If you think playing basketball is tough, imagine the challenge of designing and building a robot that can maneuver around a court and shoot baskets while probably bumping into other robots that also are scooting around and shooting hoops. To throw in an extra twist, how about giving your robot the ability to balance on a teetering platform, too?
The game is called “Rebound Rumble” and it’s the challenge facing teams taking part in this year’s FIRST Robotics Competition (FRC), the “varsity sport for the mind.” To see a video of the game, click here.
FIRST (For Inspiration and Recognition of Science and Technology) is an international organization with the ambitious mission of transforming modern culture by celebrating science and technology and encouraging more students to be interested in pursuing Science, Technology, Engineering and Mathematics (STEM) education.
FRC is the organization’s signature robotics competition, involving more than 2,300 teams from the U.S. and a dozen other countries.
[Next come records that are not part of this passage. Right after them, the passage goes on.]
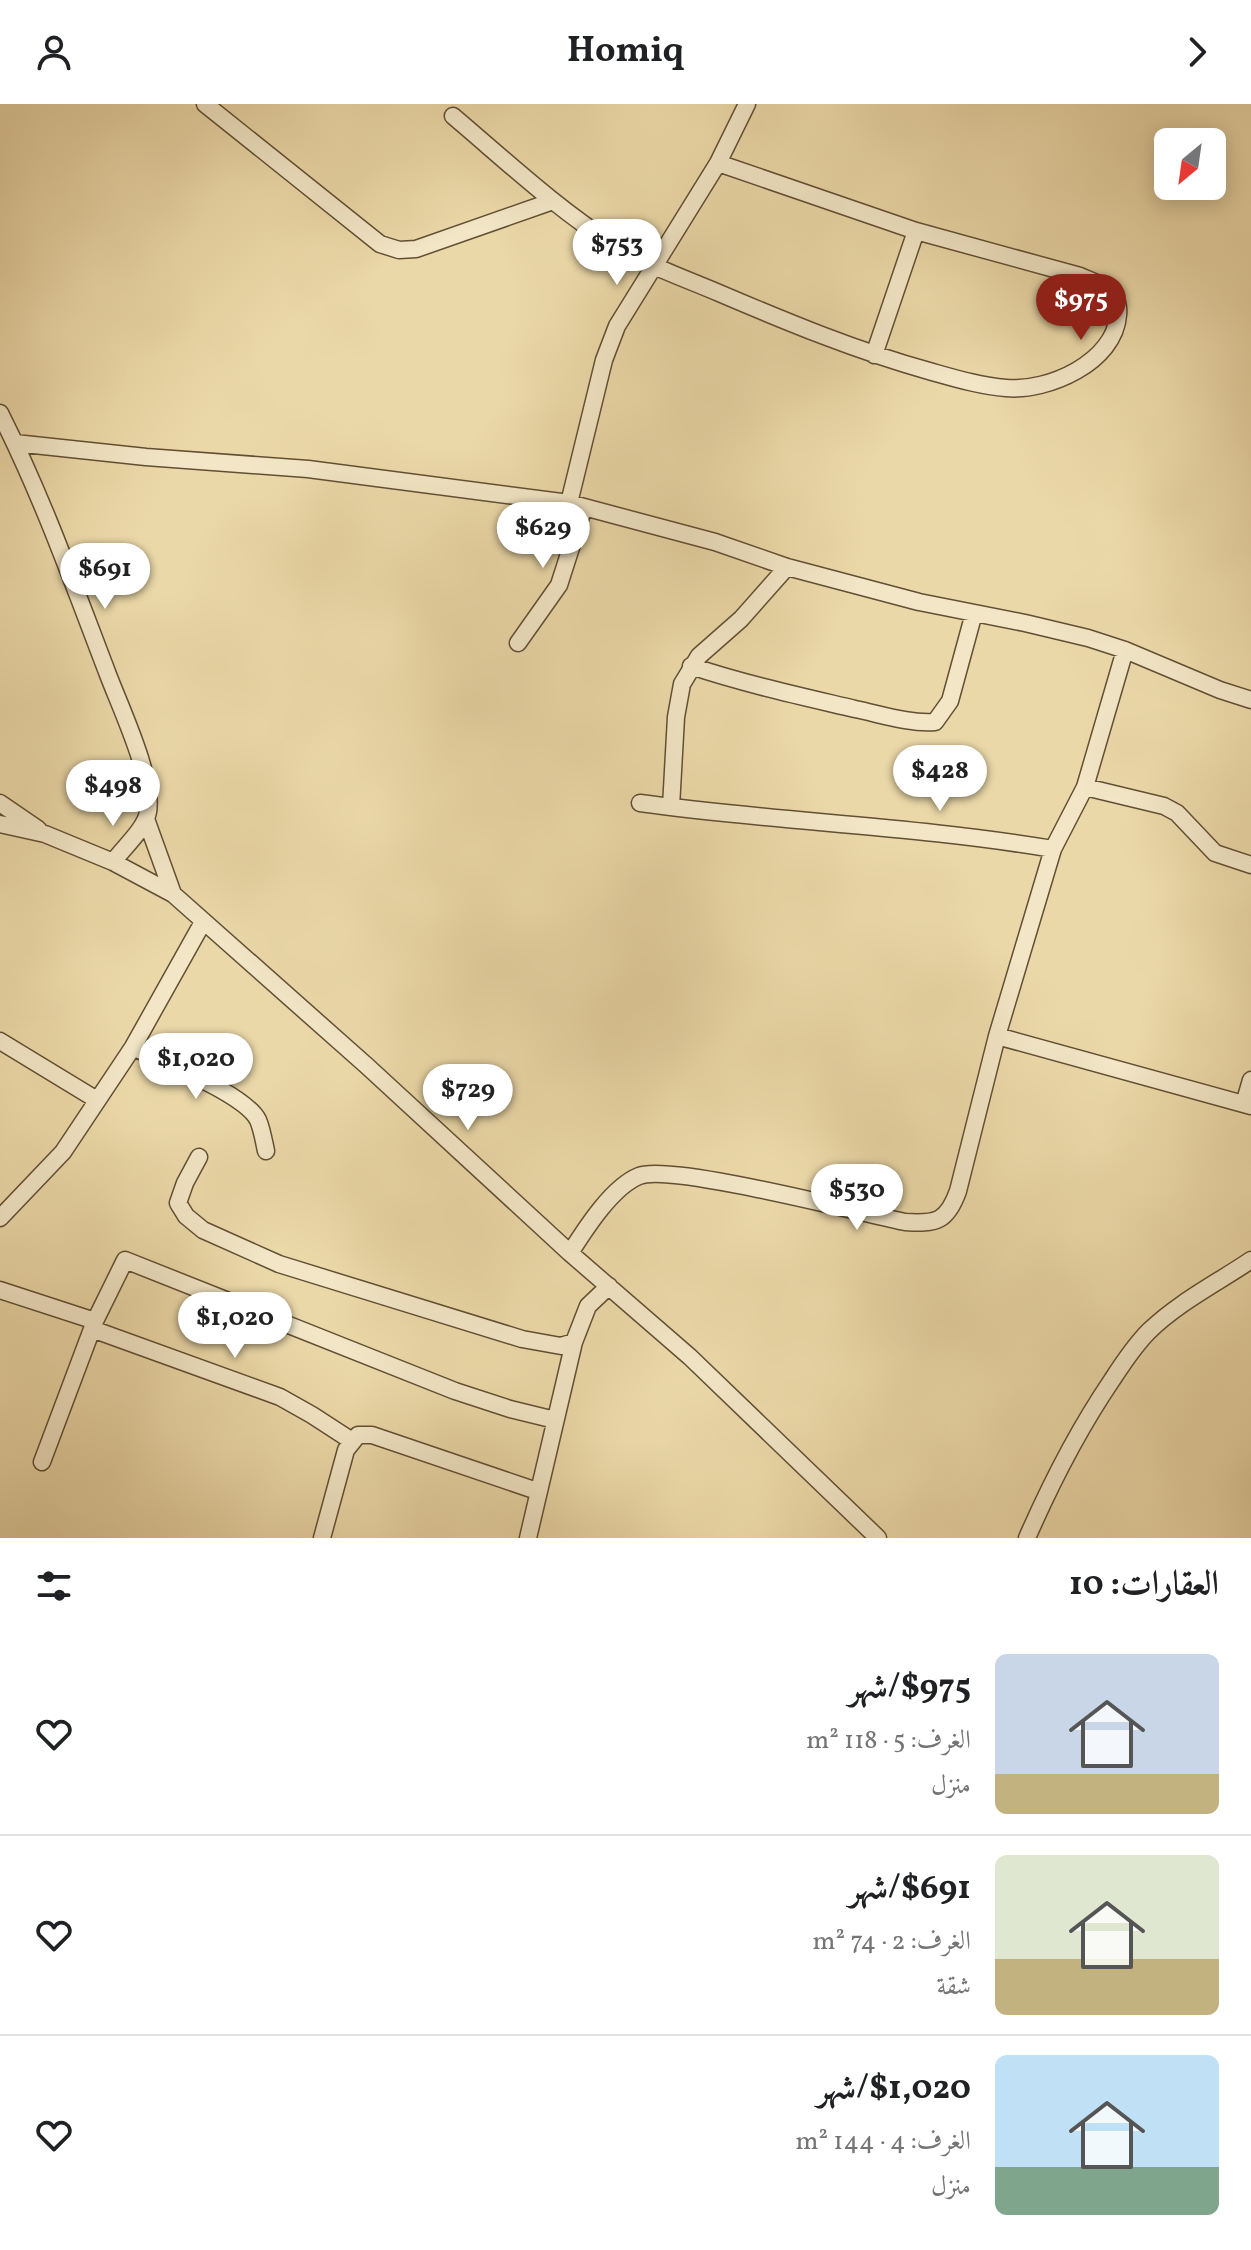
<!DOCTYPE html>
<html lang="ar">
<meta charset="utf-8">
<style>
:root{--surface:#fff;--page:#f6f6f6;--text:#202124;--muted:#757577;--line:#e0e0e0;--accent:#8f2418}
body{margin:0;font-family:Vollkorn,Amiri,serif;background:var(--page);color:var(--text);direction:rtl;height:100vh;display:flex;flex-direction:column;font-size:30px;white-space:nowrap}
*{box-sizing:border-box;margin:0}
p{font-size:26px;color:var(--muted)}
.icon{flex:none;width:44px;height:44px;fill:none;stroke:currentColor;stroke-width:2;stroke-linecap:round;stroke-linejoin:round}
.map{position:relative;height:1434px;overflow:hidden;direction:ltr}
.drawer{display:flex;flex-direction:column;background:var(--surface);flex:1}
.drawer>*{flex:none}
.needle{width:52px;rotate:209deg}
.controls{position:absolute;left:1154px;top:24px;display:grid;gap:16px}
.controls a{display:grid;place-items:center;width:72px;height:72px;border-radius:12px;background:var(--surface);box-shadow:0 4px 20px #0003;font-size:40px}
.price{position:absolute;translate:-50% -68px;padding:0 18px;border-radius:28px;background:#fff;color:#222;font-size:26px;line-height:52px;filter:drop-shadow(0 2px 4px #0008)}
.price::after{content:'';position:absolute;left:50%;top:48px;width:24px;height:18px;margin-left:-12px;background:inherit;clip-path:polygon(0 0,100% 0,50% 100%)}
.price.selected{background:var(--accent);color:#fff}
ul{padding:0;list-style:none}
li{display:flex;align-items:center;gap:24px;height:200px;padding:0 32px}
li+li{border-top:2px solid var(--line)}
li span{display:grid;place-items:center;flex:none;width:224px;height:160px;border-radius:12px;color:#555}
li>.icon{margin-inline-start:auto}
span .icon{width:96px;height:96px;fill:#fffc;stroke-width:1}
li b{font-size:34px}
h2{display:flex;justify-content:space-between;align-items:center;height:96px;padding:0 32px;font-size:34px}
header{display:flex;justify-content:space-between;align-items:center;height:104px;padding:0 32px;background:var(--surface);font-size:36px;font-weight:700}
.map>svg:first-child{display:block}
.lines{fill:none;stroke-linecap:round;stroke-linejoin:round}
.street-casing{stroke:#624f34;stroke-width:19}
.street{stroke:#f2e6c6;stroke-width:16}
</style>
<header><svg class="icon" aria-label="forward" viewBox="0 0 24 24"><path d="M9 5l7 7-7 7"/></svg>Homiq<svg class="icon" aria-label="person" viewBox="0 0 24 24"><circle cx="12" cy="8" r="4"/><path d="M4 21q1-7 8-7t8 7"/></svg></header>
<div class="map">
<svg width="1251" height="1434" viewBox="0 0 1251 1434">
<rect width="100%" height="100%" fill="#ebd8a8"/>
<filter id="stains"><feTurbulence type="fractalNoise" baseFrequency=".0025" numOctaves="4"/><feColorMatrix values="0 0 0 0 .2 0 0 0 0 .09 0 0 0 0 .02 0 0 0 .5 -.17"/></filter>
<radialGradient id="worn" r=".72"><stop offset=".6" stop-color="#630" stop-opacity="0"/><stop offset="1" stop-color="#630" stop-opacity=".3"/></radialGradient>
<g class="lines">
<defs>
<path id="street" d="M205,0L380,140L399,146L416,145L553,97
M453,12C505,56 556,104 614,141C646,161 684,174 719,189C787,218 857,247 929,267C954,274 980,282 1006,284C1048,288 1115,258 1118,211C1119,204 1117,194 1112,189C1103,180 1091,177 1080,172L916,127L718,59
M874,251L916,127
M0,309C42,392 74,482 107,568C120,603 154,673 148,708C145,725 123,744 113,758
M15,339L146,353L308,365L569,399L715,438L787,463L919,498L1025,519L1088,534L1125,546L1220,586L1251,596
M569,399L604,256L617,222L718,59L747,0
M518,539L559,481L584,403
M691,562C745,580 800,592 855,605C880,610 909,620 935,618L950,597L974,509
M1085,683L1164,702L1177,709L1215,749L1251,761
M0,699L38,725
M640,699C778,718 916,722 1053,745L1085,683L1125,546
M671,703L676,613L682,580L699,552L741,515L787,463
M146,715L173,790
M0,720L45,730L113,758L173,790L367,962L570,1149L690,1253L878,1434
M997,932L1251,1002
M0,937L97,996
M133,943C162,958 245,990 258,1016C262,1025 264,1038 266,1047
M1244,1000L1251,976
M199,1053L185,1079L178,1099L186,1112L203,1126L279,1160L522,1235L561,1242L574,1238
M0,1114L63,1048L133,943L203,818
M570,1149C586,1124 612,1083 639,1072C669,1059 862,1109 905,1118C936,1120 947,1118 958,1087L997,932L1053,745
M0,1186L95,1217
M92,1225L280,1293L312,1311L352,1337
M42,1358L95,1217L125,1156L455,1287L510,1305L555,1316
M322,1434L346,1346L358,1331H372L537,1387
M528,1434L574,1238L588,1202L609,1182
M1027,1434C1051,1379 1078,1326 1112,1276C1123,1259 1135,1241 1149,1227C1179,1198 1217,1179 1251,1156"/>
</defs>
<!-- street casing -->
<use href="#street" class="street-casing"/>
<!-- street -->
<use href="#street" class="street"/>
</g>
<rect width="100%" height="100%" filter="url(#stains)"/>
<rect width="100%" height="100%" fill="url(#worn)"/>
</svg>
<div class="controls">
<a><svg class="needle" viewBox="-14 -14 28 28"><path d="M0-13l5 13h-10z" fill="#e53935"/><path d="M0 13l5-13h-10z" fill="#757577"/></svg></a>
</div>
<b class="price" style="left:617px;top:183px">$753</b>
<b class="price selected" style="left:1081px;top:238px">$975</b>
<b class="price" style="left:543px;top:466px">$629</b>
<b class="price" style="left:105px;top:507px">$691</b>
<b class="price" style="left:940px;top:709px">$428</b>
<b class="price" style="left:113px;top:724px">$498</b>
<b class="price" style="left:196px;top:997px">$1,020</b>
<b class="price" style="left:468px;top:1028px">$729</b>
<b class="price" style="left:857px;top:1128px">$530</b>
<b class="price" style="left:235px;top:1256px">$1,020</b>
</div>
<section class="drawer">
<h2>العقارات: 10<svg class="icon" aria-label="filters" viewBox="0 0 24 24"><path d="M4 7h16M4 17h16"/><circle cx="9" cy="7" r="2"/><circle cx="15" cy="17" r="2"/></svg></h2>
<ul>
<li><span style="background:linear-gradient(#c9d6e8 75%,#c2b280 0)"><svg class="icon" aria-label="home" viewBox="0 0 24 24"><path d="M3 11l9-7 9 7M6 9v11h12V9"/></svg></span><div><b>$975/شهر</b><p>الغرف: 5 · 118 m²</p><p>منزل</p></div><svg class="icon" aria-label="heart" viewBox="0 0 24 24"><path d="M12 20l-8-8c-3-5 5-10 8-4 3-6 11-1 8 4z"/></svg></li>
<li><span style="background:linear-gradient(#dfe7d0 65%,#c2b280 0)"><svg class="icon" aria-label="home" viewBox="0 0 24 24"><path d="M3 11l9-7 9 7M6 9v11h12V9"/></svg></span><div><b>$691/شهر</b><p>الغرف: 2 · 74 m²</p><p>شقة</p></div><svg class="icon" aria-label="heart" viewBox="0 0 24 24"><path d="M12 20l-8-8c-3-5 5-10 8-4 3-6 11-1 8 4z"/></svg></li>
<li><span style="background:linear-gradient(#bfe0f5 70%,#7fa58c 0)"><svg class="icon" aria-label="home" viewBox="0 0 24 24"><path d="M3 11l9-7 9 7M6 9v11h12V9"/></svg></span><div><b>$1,020/شهر</b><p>الغرف: 4 · 144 m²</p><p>منزل</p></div><svg class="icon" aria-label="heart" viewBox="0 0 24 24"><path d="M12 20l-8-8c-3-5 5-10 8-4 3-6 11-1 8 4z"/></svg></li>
</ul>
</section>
More than 58,000 high school students participate in FRC teams.
There are 68 FRC teams in Virginia, and most sent representatives to Virginia Commonwealth University in Richmond on Saturday, January 7 to learn this year’s challenge and to pick up kits with robot components.
FRC teams worldwide received identical robot kits…but NO instructions. Working with volunteer mentors, students have just six weeks to design, program and build a robot to compete in Rebound Rumble. The game changes every year and 2012 marks the 21st season for the FIRST Robotics Competition.
“This looks like the most challenging game we’ve dealt with yet,” said Katie Shedden, a senior at Goochland High School and a co-captain of the school’s FRC team. “Rebound Rumble is an interesting spin on games from other years, with a few new added challenges,” she added.
Goochland’s FRC team, the “Junkyard Dogs,” is entering its 7th season in the FIRST Robotics Competition and the team has several new mentors, including career utilities engineer Adeeb Hamzey, who said, “After the kickoff meeting, I came out very energized, and I look forward to the competition this year.”
Building and driving a robot, of course, is part of the fun of participating in FIRST. But the real goal of the program is to teach important life skills, including project management, communications and teamwork.
The lessons of FIRST are not lost on Drew Spivey, a junior at Goochland High and a member of the Junkyard Dogs. “The experience I have gained has developed my critical thinking skills, cooperation with other people in other teams, engineering skills, and since I started, I have wanted to do something in the engineering field.”
The 2012 FRC Virginia Regional will be held at VCU’s Stuart Siegel Center March 16-17. The FRC Championship will be in St. Louis, Missouri April 25-28.